- Kafr Batna Location within Syria
- Coordinates: 33°30′N 36°22′E﻿ / ﻿33.500°N 36.367°E
- Country: Syria
- Governorate: Rif Dimashq
- District: Markaz Rif Dimashq
- Subdistrict: Kafr Batna

Population (2004)
- • Total: 22,535
- Time zone: UTC+3 (EET)
- • Summer (DST): UTC+2 (EEST)

= Kafr Batna =

Town in southern Syria

Kafr Batna (كفر بطنا, also spelled Kfar Batna and Kafar Batna) is a town in the Rif Dimashq Governorate in southern Syria and a suburb of Damascus. It is approximately 4 km east of the Bab Sharqi neighborhood. Kafr Batna had a population of 22,535 in 2004.

==History==
Kafr Batna's name suggests it was previously an Aramaean village during the Iron Age.
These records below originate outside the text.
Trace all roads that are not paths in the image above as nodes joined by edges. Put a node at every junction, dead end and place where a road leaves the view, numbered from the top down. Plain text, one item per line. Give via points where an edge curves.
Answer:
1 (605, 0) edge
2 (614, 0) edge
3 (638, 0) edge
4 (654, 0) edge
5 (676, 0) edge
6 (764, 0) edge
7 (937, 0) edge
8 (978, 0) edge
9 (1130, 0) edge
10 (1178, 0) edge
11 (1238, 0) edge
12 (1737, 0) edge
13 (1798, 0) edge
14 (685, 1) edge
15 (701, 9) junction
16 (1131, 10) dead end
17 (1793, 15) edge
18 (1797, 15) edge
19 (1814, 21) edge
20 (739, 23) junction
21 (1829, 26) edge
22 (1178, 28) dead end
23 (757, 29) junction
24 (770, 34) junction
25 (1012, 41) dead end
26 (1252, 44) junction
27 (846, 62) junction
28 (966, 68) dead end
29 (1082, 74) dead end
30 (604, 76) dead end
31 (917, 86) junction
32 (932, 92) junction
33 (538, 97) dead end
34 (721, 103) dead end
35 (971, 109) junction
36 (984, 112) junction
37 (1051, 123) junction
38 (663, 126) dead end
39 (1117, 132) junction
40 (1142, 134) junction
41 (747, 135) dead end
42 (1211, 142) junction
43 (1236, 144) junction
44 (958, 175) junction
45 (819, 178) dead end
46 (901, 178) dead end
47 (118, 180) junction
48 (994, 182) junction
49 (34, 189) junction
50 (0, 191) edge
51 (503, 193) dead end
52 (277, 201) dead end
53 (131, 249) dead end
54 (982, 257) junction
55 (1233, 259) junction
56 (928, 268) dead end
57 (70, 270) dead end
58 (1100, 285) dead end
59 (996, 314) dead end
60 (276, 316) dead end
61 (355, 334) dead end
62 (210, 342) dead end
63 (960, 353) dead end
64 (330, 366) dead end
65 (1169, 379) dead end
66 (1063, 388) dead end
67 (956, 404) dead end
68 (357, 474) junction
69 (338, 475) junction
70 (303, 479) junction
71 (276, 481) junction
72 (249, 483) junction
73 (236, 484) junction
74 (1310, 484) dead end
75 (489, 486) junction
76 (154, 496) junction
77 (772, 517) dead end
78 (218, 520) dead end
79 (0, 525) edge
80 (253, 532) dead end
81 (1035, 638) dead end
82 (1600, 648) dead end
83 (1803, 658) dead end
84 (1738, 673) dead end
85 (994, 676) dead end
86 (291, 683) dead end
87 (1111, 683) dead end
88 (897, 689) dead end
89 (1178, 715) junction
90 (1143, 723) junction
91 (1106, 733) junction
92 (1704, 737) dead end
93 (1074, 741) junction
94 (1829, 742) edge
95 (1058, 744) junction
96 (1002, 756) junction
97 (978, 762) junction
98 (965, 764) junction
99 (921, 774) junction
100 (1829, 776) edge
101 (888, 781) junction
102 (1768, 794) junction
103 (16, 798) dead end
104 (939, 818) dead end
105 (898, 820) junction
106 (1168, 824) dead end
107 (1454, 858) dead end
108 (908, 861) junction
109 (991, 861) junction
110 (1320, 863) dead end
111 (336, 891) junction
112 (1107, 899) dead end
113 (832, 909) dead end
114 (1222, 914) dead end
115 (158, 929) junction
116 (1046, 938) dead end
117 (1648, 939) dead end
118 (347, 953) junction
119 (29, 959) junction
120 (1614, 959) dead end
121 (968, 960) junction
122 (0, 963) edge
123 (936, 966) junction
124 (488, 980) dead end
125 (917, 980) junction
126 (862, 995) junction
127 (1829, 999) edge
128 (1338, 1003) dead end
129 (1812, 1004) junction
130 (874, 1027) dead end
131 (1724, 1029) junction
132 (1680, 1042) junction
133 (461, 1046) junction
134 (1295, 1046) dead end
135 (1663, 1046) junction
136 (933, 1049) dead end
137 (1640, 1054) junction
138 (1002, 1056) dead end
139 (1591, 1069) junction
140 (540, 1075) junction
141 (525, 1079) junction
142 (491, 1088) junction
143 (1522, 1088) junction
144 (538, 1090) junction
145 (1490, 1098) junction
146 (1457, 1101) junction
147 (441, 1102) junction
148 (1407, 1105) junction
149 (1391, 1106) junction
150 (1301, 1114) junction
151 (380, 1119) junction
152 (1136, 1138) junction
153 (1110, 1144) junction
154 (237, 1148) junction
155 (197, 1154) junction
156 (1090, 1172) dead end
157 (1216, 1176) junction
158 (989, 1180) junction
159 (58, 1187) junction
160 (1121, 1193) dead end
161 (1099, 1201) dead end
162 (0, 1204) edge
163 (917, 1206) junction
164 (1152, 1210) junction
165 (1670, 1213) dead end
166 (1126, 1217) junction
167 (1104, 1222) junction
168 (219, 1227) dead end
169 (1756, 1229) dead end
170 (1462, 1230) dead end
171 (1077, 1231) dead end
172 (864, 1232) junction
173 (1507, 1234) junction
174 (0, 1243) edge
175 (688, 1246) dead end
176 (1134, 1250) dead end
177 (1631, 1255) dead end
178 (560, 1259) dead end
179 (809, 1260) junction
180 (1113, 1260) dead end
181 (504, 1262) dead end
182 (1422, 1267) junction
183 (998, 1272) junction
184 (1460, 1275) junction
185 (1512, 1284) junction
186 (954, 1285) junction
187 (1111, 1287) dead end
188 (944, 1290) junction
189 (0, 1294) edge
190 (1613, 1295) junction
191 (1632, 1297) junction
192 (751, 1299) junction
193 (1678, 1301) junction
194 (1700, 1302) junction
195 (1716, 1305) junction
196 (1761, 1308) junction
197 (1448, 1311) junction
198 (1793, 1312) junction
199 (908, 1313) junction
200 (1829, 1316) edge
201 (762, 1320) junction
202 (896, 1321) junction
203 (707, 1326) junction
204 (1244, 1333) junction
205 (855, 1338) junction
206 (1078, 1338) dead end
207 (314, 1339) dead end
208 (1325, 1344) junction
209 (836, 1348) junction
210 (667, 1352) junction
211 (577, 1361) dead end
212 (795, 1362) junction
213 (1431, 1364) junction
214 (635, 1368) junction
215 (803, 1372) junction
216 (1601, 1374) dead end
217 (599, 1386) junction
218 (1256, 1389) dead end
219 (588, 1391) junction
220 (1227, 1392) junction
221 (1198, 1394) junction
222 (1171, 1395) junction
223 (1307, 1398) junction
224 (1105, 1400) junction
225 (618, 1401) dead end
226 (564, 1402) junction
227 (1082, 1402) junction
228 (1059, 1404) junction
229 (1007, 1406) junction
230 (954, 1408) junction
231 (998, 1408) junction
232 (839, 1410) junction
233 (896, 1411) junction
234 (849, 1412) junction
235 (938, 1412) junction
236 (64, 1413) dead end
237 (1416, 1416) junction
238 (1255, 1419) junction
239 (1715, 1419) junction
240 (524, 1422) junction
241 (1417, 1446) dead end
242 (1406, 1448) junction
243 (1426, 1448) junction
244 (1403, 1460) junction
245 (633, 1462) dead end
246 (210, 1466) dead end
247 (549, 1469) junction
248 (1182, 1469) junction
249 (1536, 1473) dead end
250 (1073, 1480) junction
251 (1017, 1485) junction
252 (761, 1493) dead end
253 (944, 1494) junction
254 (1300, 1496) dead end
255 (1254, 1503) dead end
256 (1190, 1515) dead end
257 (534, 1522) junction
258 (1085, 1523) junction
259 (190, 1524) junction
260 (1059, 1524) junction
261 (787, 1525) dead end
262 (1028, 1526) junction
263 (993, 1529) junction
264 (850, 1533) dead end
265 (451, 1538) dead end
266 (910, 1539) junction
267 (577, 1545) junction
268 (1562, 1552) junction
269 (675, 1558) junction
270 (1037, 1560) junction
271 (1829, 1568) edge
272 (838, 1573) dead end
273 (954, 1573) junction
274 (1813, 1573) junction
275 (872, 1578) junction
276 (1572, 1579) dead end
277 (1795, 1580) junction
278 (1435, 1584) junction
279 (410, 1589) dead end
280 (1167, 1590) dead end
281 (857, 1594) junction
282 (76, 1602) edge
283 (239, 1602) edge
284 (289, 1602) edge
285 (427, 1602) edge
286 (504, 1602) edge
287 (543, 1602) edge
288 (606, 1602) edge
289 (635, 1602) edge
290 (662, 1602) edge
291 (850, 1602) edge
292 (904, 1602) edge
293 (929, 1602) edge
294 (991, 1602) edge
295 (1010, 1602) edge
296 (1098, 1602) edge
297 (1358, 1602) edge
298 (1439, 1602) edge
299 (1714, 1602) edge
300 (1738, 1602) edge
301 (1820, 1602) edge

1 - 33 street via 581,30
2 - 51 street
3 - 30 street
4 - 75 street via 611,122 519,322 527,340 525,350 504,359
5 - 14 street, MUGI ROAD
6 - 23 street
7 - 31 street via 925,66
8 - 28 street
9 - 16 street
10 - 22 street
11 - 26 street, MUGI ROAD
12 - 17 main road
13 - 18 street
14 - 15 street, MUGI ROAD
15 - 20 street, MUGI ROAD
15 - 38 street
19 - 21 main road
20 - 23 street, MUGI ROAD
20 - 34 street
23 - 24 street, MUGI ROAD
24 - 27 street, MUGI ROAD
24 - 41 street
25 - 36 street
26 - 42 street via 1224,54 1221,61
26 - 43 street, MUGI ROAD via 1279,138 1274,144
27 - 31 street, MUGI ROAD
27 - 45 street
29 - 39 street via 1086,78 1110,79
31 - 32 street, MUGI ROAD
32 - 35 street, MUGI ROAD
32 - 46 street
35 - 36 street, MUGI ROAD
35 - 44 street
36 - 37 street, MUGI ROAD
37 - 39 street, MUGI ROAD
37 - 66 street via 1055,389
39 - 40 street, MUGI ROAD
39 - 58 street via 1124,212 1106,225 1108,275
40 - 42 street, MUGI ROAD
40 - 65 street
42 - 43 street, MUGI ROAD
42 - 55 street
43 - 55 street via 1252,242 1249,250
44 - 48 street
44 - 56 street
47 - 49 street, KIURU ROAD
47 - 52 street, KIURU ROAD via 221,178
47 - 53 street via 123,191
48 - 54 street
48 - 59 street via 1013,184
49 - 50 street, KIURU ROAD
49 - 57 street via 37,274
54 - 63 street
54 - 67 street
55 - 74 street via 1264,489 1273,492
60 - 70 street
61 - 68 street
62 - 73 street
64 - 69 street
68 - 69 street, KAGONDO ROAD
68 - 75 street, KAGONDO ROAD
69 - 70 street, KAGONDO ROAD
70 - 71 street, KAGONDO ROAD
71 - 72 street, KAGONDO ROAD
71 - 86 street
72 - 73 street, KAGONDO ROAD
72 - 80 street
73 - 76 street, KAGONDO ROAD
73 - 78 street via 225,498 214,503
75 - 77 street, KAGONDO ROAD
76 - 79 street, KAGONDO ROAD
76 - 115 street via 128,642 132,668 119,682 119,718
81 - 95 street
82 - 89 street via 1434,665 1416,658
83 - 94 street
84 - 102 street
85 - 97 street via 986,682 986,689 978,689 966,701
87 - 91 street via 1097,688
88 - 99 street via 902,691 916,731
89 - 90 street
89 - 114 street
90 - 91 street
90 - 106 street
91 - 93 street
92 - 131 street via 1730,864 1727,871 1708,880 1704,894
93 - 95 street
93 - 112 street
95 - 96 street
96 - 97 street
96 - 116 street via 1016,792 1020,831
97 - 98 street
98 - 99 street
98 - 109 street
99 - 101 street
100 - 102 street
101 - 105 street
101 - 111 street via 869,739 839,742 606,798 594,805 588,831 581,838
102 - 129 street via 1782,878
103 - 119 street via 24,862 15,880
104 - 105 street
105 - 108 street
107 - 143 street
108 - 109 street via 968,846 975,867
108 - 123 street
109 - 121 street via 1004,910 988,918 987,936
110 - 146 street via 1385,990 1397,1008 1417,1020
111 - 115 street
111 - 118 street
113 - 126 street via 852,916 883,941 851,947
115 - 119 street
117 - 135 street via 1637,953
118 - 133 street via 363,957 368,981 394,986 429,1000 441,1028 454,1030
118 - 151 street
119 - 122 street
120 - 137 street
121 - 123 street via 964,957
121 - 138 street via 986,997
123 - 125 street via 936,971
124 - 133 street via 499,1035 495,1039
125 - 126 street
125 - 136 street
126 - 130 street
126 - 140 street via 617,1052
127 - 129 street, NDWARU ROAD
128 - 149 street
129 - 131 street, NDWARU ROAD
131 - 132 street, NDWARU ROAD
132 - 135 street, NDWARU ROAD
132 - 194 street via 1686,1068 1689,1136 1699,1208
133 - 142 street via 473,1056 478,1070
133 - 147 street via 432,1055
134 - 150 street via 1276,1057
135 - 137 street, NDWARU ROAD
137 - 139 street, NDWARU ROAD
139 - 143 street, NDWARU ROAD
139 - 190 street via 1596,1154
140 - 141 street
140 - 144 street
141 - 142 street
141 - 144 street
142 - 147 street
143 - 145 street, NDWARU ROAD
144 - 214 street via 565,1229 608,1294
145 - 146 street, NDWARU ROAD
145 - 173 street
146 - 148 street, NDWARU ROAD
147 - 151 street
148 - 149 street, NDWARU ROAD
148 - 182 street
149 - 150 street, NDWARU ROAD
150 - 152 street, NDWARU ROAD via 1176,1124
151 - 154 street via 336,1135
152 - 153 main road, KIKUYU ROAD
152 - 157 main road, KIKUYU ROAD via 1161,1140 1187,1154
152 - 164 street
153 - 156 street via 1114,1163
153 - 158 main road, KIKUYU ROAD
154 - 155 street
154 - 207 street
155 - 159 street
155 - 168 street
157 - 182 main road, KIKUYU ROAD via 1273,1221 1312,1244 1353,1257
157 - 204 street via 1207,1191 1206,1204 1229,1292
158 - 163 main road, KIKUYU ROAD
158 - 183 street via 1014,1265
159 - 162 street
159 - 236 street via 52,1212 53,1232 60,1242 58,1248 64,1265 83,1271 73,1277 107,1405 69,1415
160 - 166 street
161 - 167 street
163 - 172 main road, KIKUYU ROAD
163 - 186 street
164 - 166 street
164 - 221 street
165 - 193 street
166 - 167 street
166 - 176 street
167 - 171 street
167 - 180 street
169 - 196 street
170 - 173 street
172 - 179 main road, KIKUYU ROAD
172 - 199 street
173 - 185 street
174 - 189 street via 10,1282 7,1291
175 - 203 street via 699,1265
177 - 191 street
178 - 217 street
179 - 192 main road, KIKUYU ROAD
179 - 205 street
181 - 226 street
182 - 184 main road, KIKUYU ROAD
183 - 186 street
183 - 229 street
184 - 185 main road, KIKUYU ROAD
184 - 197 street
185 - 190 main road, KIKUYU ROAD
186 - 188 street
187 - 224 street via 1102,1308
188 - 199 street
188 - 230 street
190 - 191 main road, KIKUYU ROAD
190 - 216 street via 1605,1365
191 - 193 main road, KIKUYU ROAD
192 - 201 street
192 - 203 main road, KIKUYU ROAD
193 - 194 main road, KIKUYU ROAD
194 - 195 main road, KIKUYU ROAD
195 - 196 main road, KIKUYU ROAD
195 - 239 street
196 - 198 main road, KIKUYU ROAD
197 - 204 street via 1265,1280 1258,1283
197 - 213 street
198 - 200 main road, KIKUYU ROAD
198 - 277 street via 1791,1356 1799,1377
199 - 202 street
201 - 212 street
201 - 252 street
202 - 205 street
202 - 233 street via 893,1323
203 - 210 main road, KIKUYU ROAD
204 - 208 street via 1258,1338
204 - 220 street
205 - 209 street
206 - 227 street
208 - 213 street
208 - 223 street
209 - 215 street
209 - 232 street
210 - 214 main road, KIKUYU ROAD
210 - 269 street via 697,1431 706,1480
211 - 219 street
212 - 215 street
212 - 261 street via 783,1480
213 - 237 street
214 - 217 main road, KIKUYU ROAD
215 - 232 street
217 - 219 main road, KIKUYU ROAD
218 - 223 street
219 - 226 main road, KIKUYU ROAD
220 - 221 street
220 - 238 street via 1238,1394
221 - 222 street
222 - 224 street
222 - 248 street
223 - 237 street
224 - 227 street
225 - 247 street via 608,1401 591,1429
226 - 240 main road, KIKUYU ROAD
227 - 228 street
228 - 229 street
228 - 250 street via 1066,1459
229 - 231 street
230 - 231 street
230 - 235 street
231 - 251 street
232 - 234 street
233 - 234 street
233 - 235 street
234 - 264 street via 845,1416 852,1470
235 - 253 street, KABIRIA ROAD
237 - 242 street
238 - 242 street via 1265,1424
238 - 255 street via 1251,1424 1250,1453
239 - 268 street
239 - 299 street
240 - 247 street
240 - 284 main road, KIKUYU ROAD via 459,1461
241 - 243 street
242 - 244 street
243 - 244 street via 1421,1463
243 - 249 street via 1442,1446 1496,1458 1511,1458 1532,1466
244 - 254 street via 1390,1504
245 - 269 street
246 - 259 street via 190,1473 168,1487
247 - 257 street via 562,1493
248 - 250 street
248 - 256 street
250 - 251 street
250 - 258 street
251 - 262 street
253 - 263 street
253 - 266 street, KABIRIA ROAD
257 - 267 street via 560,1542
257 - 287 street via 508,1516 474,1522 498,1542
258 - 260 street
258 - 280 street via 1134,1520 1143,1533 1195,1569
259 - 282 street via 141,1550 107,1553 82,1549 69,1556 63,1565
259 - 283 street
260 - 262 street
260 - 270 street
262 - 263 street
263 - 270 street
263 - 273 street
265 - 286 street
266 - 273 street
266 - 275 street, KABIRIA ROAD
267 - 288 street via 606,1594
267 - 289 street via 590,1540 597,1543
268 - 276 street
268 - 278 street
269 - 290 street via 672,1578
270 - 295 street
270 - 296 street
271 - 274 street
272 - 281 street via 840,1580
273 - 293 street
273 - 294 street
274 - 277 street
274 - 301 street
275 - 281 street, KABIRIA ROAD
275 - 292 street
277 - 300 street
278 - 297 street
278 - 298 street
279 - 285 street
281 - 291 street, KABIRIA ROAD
During a Qaysi revolt against the Abbasid governor of Syria, Qaysi rebels led by Muhammad ibn Bayhas camped out in the town in 842 CE before proceeding to Damascus. There, they attracted the support of other villages in the Ghouta region which aided them in their failed insurrection. Yaqut al-Hamawi visited the town in 1226, during Ayyubid rule, and described it as "a village in the Ghautah of Damascus, in the Iklim (District) of Da'iyyah." He also noted that some members of the Umayyad family, which ruled Syria until 750, had lived in Kafr Batna.

The Ottoman Empire annexed Syria including Kafr Batna in the early 16th-century and continued to rule until 1918. By 1535, the settlement was home to 77 households and 6 bachelors. In the mid-18th-century, a prominent businessman and scholar from Hamah, Abd al-Qadir al-Kaylani, endowed large swathes of farmland property in Kafr Batna in a waqf (religious endowment) to be supervised by his wife al-Sharifa Rahmana. During the Ottoman period, a Sheikh Muhammad ibn Isa al-Qari' endowed a share of his vineyards in the town which was supervised by members of his family.

===Syrian uprising===
Some of Kafr Batna's inhabitants have participated on the side of the opposition during the Syrian uprising against the government in Syria. On 29 January 2012, Syrian Army tanks entered the suburb to force out rebels from the opposition Free Syrian Army (FSA) who were positioned there. Although it has not been verified, opposition activists reported that five FSA soldiers and 14 civilians, including at least one minor, were killed during the raid.

On 4 February 2013, it was reported that the suburb was taken over by the rebels as part of a large push into the capital

On 5 February 2018, the military launched airstrikes on the town. The attack killed 78 people, mostly civilians, including 19 children. On 17 March, the Syrian army captured Kafr Batna. Kafr Batna was recaptured by rebel forces in the 2024 Rebel Offensives and Fall of Damascus.